Set primarily in Manhattan in 1985 (the year that Rock Hudson's AIDS-related death drew attention to the disease first identified four years earlier), Millennium Approaches immediately puts a human face on the epidemic in its beginning when desperately frightened Prior (Matthew Wright) confesses his HIV-positive status to a stunned Luis (David Cirone), his lover of four and a half years. Guilt-ridden but increasingly unable to face the horrors of his partner's illness, Luis abandons Prior. Devastated and alone, Prior fears his disease has progressed to dementia when he begins to receive sickbed visits from dead ancestors and hears disembodied messages announcing the impending arrival of an otherworldly herald (Bethany Bohall).

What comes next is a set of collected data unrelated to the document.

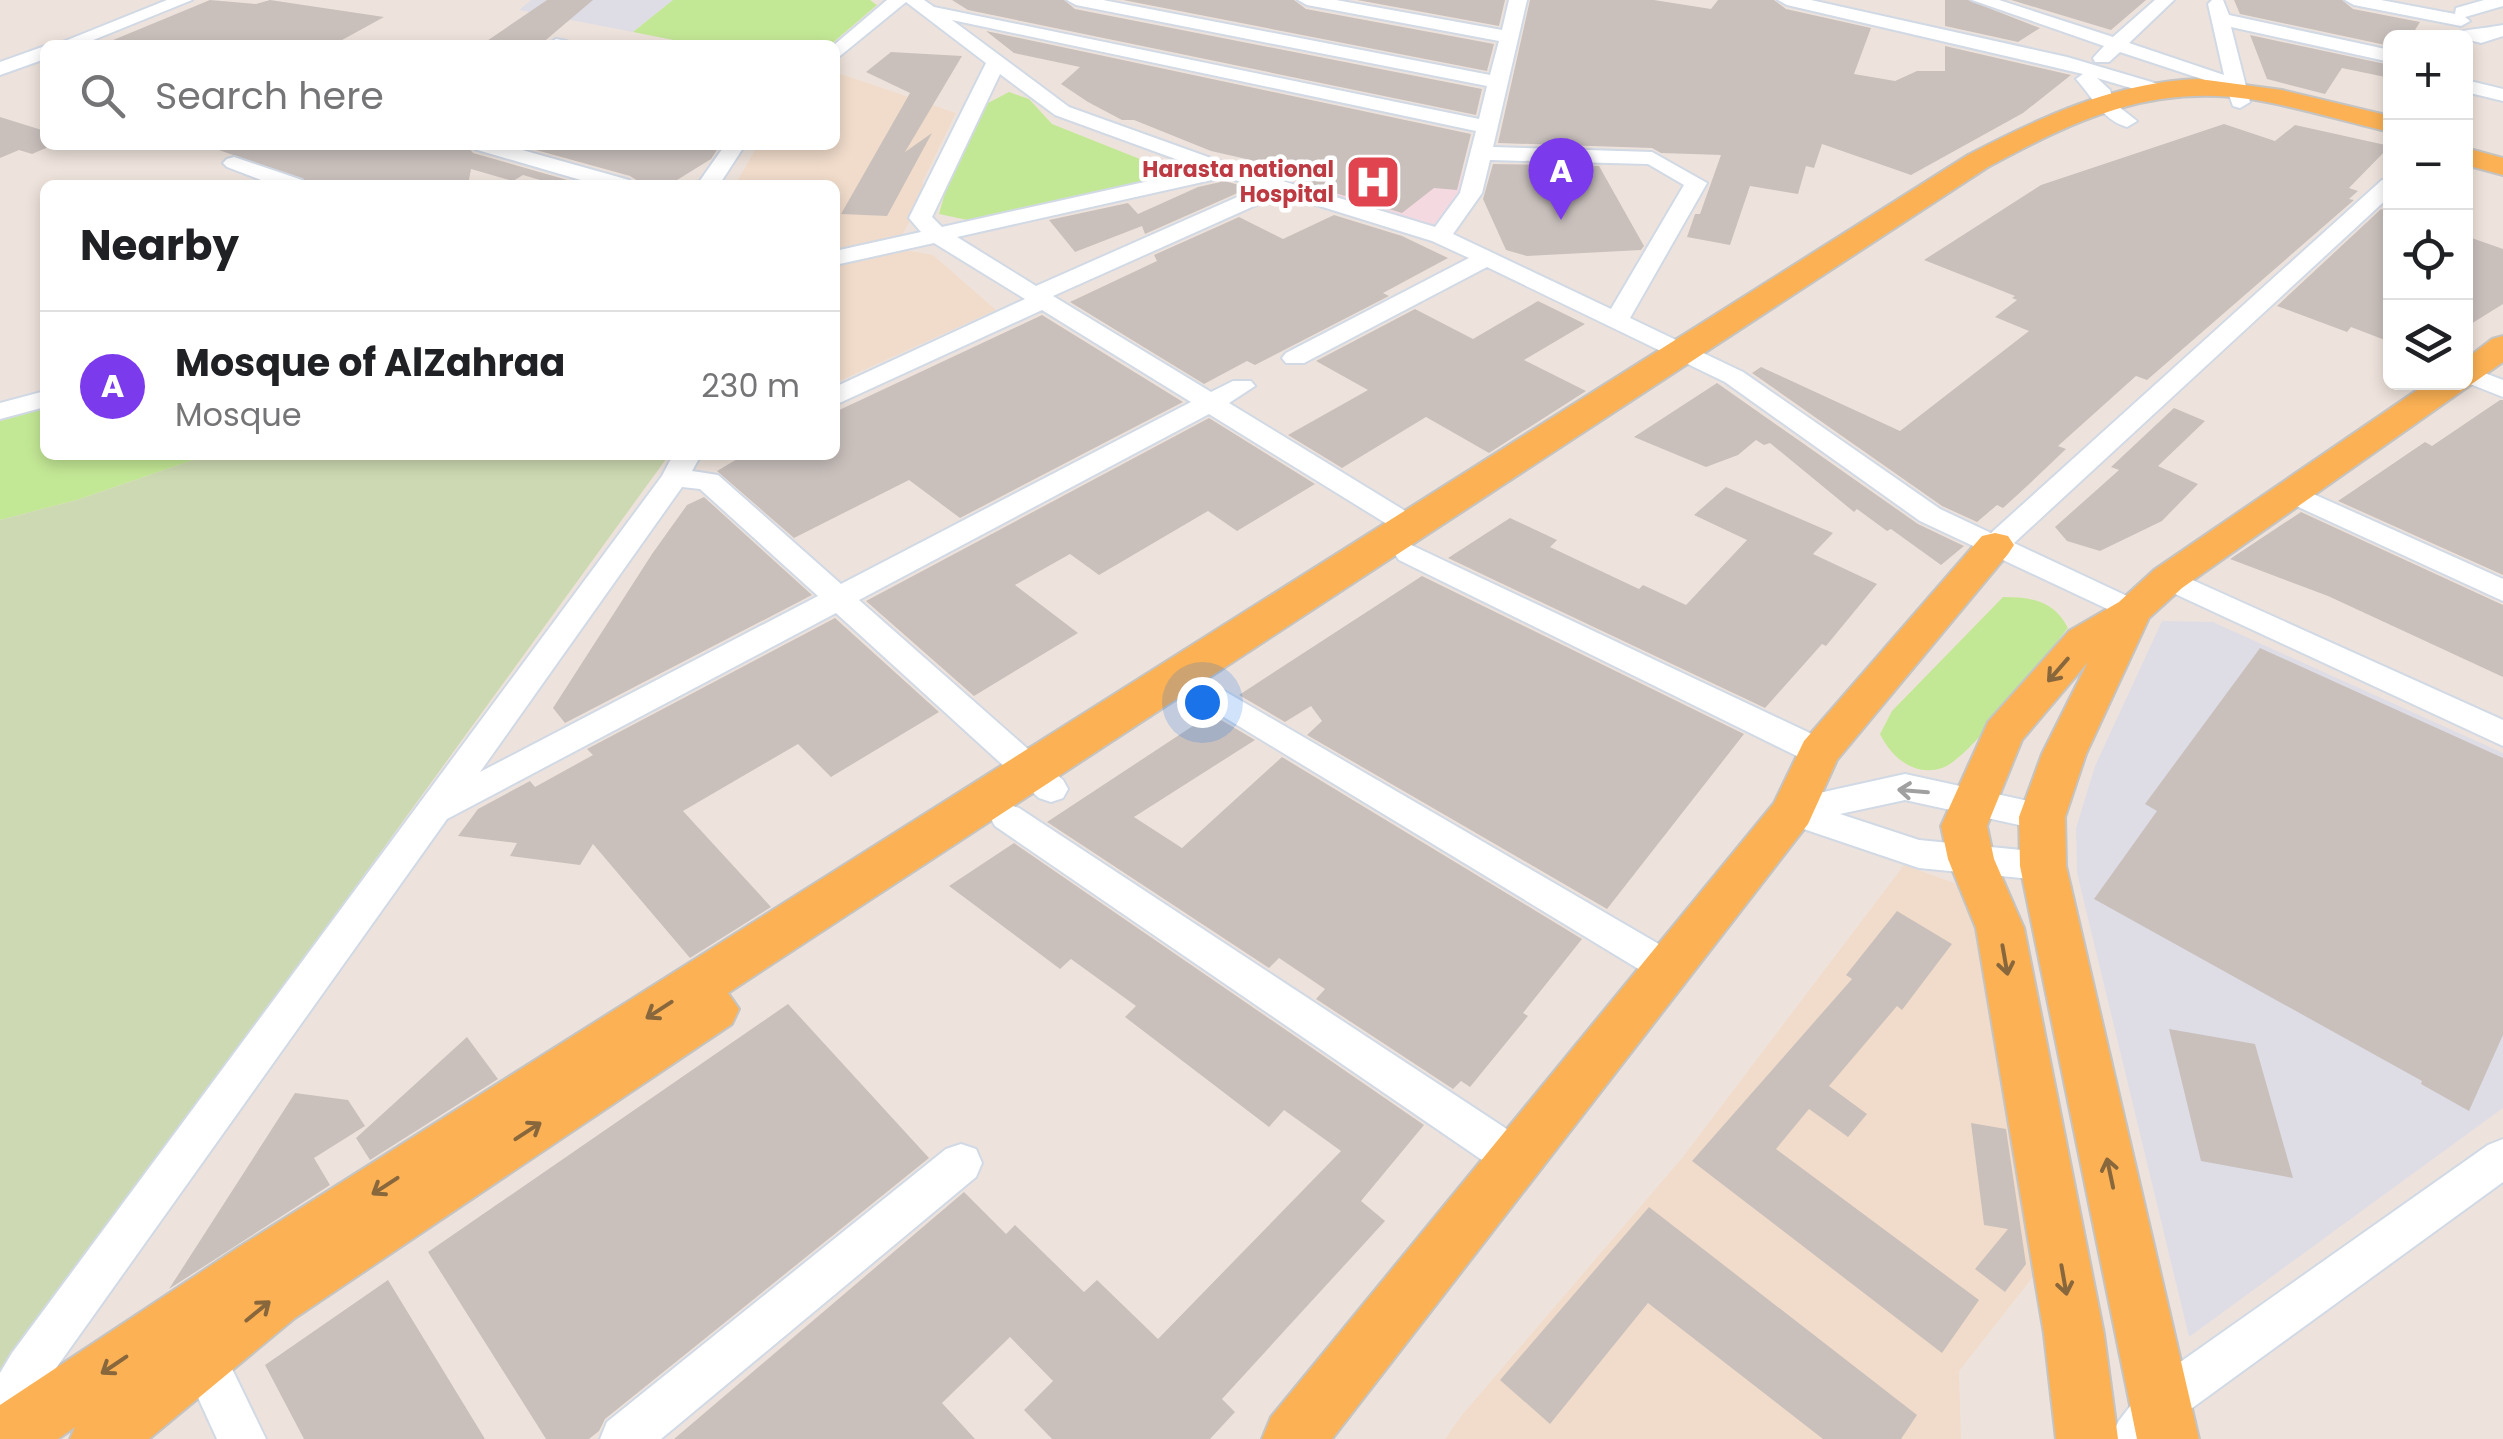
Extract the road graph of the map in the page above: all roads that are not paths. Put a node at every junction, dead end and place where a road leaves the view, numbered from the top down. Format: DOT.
graph roads {
  1 [pos="184,0"];
  2 [pos="898,0"];
  3 [pos="1076,0"];
  4 [pos="1307,0"];
  5 [pos="1518,0"];
  6 [pos="1787,0"];
  7 [pos="1980,0"];
  8 [pos="2165,0"];
  9 [pos="2354,0"];
  10 [pos="2503,0"];
  11 [pos="920,5"];
  12 [pos="2218,10"];
  13 [pos="2461,21"];
  14 [pos="2503,30"];
  15 [pos="2481,37"];
  16 [pos="1509,38"];
  17 [pos="77,40"];
  18 [pos="2503,42"];
  19 [pos="2114,45"];
  20 [pos="840,50"];
  21 [pos="40,54"];
  22 [pos="2383,54"];
  23 [pos="996,62"];
  24 [pos="2068,64"];
  25 [pos="0,69"];
  26 [pos="1498,82"];
  27 [pos="2473,88"];
  28 [pos="2158,90"];
  29 [pos="2503,95"];
  30 [pos="2240,97"];
  31 [pos="2108,99"];
  32 [pos="2383,123"];
  33 [pos="1487,127"];
  34 [pos="2383,134"];
  35 [pos="2473,145"];
  36 [pos="498,150"];
  37 [pos="732,150"];
  38 [pos="2503,152"];
  39 [pos="1480,153"];
  40 [pos="2473,158"];
  41 [pos="234,163"];
  42 [pos="2503,167"];
  43 [pos="1226,170"];
  44 [pos="280,180"];
  45 [pos="604,180"];
  46 [pos="711,180"];
  47 [pos="1278,187"];
  48 [pos="2383,191"];
  49 [pos="936,235"];
  50 [pos="1440,236"];
  51 [pos="840,257"];
  52 [pos="1486,259"];
  53 [pos="1043,300"];
  54 [pos="1616,322"];
  55 [pos="2503,346"];
  56 [pos="1295,358"];
  57 [pos="1690,358"];
  58 [pos="2473,369"];
  59 [pos="2473,377"];
  60 [pos="1242,386"];
  61 [pos="2503,388"];
  62 [pos="2440,390"];
  63 [pos="840,395"];
  64 [pos="40,400"];
  65 [pos="1210,403"];
  66 [pos="0,411"];
  67 [pos="688,464"];
  68 [pos="2291,492"];
  69 [pos="1410,540"];
  70 [pos="1995,545"];
  71 [pos="2503,592"];
  72 [pos="2150,595"];
  73 [pos="838,598"];
  74 [pos="1202,689"];
  75 [pos="2503,734"];
  76 [pos="1819,752"];
  77 [pos="1041,780"];
  78 [pos="1972,800"];
  79 [pos="432,812"];
  80 [pos="1792,812"];
  81 [pos="1007,817"];
  82 [pos="2042,842"];
  83 [pos="1970,859"];
  84 [pos="1668,968"];
  85 [pos="2503,1158"];
  86 [pos="1516,1160"];
  87 [pos="960,1162"];
  88 [pos="202,1356"];
  89 [pos="0,1417"];
  90 [pos="2155,1427"];
  91 [pos="4,1439"];
  92 [pos="101,1439"];
  93 [pos="242,1439"];
  94 [pos="624,1439"];
  95 [pos="1294,1439"];
  96 [pos="2087,1439"];
  1 -- 17 [label="street"];
  2 -- 20 [label="street"];
  3 -- 26 [label="street"];
  4 -- 16 [label="street"];
  5 -- 16 [label="street"];
  6 -- 24 [label="street"];
  7 -- 19 [label="street"];
  8 -- 19 [label="street"];
  9 -- 13 [label="street"];
  10 -- 13 [label="street"];
  11 -- 23 [label="street"];
  11 -- 33 [label="street"];
  12 -- 22 [label="street"];
  12 -- 30 [label="street"];
  13 -- 15 [label="street"];
  14 -- 15 [label="street"];
  15 -- 18 [label="street"];
  16 -- 26 [label="street"];
  19 -- 30 [label="street"];
  19 -- 31 [label="street"];
  21 -- 25 [label="street"];
  23 -- 43 [label="street"];
  23 -- 49 [label="street"];
  24 -- 31 [label="street"];
  24 -- 31 [label="street"];
  26 -- 33 [label="street"];
  27 -- 29 [label="street"];
  28 -- 30 [label="main road"];
  28 -- 31 [label="main road"];
  28 -- 31 [label="street"];
  30 -- 31 [label="main road"];
  30 -- 32 [label="main road"];
  30 -- 34 [label="main road"];
  31 -- 57 [label="main road"];
  33 -- 39 [label="street"];
  35 -- 38 [label="main road"];
  36 -- 45 [label="street"];
  37 -- 46 [label="street"];
  39 -- 50 [label="street"];
  39 -- 54 [label="street"];
  40 -- 42 [label="main road"];
  41 -- 44 [label="street"];
  43 -- 47 [label="street"];
  43 -- 49 [label="street"];
  47 -- 50 [label="street"];
  47 -- 53 [label="street"];
  48 -- 70 [label="street"];
  49 -- 51 [label="street"];
  49 -- 53 [label="street"];
  50 -- 52 [label="street"];
  52 -- 54 [label="street"];
  52 -- 56 [label="street"];
  53 -- 63 [label="street"];
  53 -- 65 [label="street"];
  54 -- 57 [label="street"];
  55 -- 58 [label="main road"];
  57 -- 69 [label="main road"];
  57 -- 70 [label="street"];
  59 -- 61 [label="street"];
  60 -- 65 [label="street"];
  62 -- 68 [label="main road"];
  64 -- 66 [label="street"];
  65 -- 69 [label="street"];
  65 -- 73 [label="street"];
  67 -- 73 [label="street"];
  67 -- 79 [label="street"];
  68 -- 71 [label="street"];
  68 -- 72 [label="main road"];
  69 -- 74 [label="main road"];
  69 -- 76 [label="street"];
  69 -- 77 [label="main road"];
  70 -- 72 [label="street"];
  70 -- 76 [label="main road"];
  72 -- 75 [label="street"];
  72 -- 78 [label="main road, one-way"];
  72 -- 82 [label="main road"];
  73 -- 77 [label="street"];
  73 -- 79 [label="street"];
  74 -- 77 [label="main road"];
  74 -- 84 [label="street"];
  76 -- 80 [label="main road"];
  77 -- 81 [label="main road"];
  77 -- 91 [label="main road, one-way"];
  78 -- 80 [label="street, one-way"];
  78 -- 82 [label="street"];
  78 -- 83 [label="main road"];
  79 -- 89 [label="street"];
  80 -- 83 [label="street"];
  80 -- 84 [label="main road"];
  81 -- 86 [label="street"];
  88 -- 81 [label="main road, one-way"];
  82 -- 83 [label="street"];
  90 -- 82 [label="main road, one-way"];
  83 -- 96 [label="main road, one-way"];
  84 -- 86 [label="main road"];
  85 -- 90 [label="street"];
  86 -- 95 [label="main road"];
  87 -- 94 [label="street"];
  88 -- 92 [label="main road"];
  88 -- 93 [label="street"];
}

While legal clerk Luis cruises Central Park, a lawyer in his firm, Joe (Wayne LeGette), struggles to stay in the closet for the sake of both his religious faith and his marriage. A Mormon who was raised to believe homosexuality is a sin, Joe entered into a doomed marriage with Harper (Pamela Roza). His wife, another Mormon having difficulties with the church's teachings, gobbles Valium to escape her crumbling marriage. Tired of deflecting Harper's probing questions and Luis's disquieting advances, Joe seeks solace from his mentor, the nefarious power broker Roy Cohn (David Kwiat); he's unaware of Cohn's underlying motives for pushing him to take an influential job in Washington, D.C. Certainly Cohn knows politics, having built a career hunting reds with Sen. Joe McCarthy in the Fifties, and later represented powerful clients (Richard Nixon, Ronald Reagan, and J. Edgar Hoover). He won acquittals in three trials of his own for obstruction of justice, bribery, blackmail, and corruption. Cohn also knows about being a self-loathing closeted gay (his panel on the AIDS quilt reads "Roy Cohn -- Coward/ Bully/Victim"). In Kushner's view of history, Cohn responds to the threat of being outed by his disease with characteristic malice -- he threatens his doctor with a libel suit if he doesn't go along with a diagnosis of cancer. When the doctor insists that gay sex caused Cohn to contract AIDS, the infuriated lawyer insists, "Roy Cohn is not a homosexual. Roy Cohn is a heterosexual man ... who fucks around with guys."